AVAILABLE DATA section start

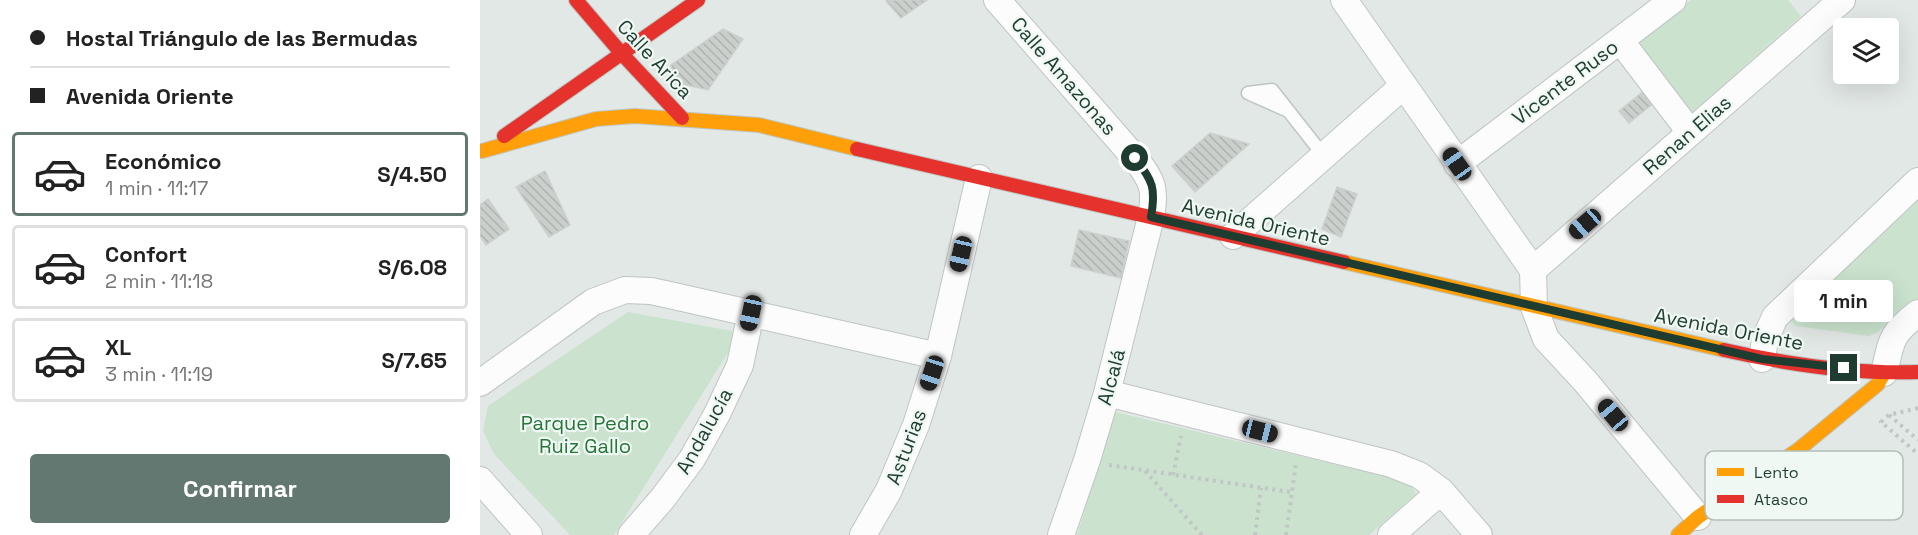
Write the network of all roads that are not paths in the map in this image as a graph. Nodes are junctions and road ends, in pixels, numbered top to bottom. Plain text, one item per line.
1 (576, 0) edge
2 (698, 0) edge
3 (997, 0) edge
4 (1344, 0) edge
5 (1672, 0) edge
6 (1830, 4) edge
7 (1620, 40) junction
8 (622, 54) junction
9 (1403, 86) junction
10 (1288, 110) dead end
11 (682, 118) junction
12 (1690, 132) junction
13 (481, 152) edge
14 (1324, 156) junction
15 (1457, 164) junction
16 (979, 178) junction
17 (1918, 181) edge
18 (1151, 217) junction
19 (1233, 236) junction
20 (1533, 270) junction
21 (1534, 307) junction
22 (751, 313) junction
23 (1918, 313) edge
24 (938, 356) junction
25 (1762, 359) junction
26 (1918, 372) edge
27 (1884, 373) junction
28 (480, 383) edge
29 (1107, 393) junction
30 (1797, 451) edge
31 (480, 480) edge
32 (1441, 491) junction
33 (1705, 512) edge
34 (1698, 517) junction
35 (529, 535) edge
36 (631, 535) edge
37 (863, 535) edge
38 (1061, 535) edge
39 (1391, 535) edge
40 (1479, 535) edge
41 (1678, 535) edge

1 - 8 main road, Calle Arica
2 - 8 main road
3 - 18 street, Calle Amazonas
4 - 9 street
5 - 7 street, Vicente Ruso
6 - 12 street, Renan Elias
7 - 12 street
7 - 15 street, Vicente Ruso
8 - 11 main road, Calle Arica
8 - 13 main road
9 - 14 street
9 - 15 street
10 - 14 lane
11 - 13 main road, Avenida Oriente
11 - 16 main road, Avenida Oriente
12 - 20 street, Renan Elias
14 - 19 street
15 - 20 street
16 - 18 main road, Avenida Oriente
16 - 24 street, Asturias
17 - 25 street
18 - 19 main road, Avenida Oriente
18 - 29 street, Alcalá
19 - 21 main road, Avenida Oriente
20 - 21 street
21 - 25 main road, Avenida Oriente
21 - 34 street
22 - 24 street
22 - 28 street
22 - 36 street, Andalucía
23 - 27 street
24 - 37 street, Asturias
25 - 27 main road, Avenida Oriente
26 - 27 main road, Avenida Oriente
27 - 30 main road
29 - 32 street
29 - 38 street, Alcalá
31 - 35 street
32 - 39 street
32 - 40 street
33 - 34 main road
34 - 41 main road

AVAILABLE DATA section end

## TO DO
If a line in the records has the word "Alcalá", copy that line.

## OUTPUT FOR THIS TASK
18 - 29 street, Alcalá
29 - 38 street, Alcalá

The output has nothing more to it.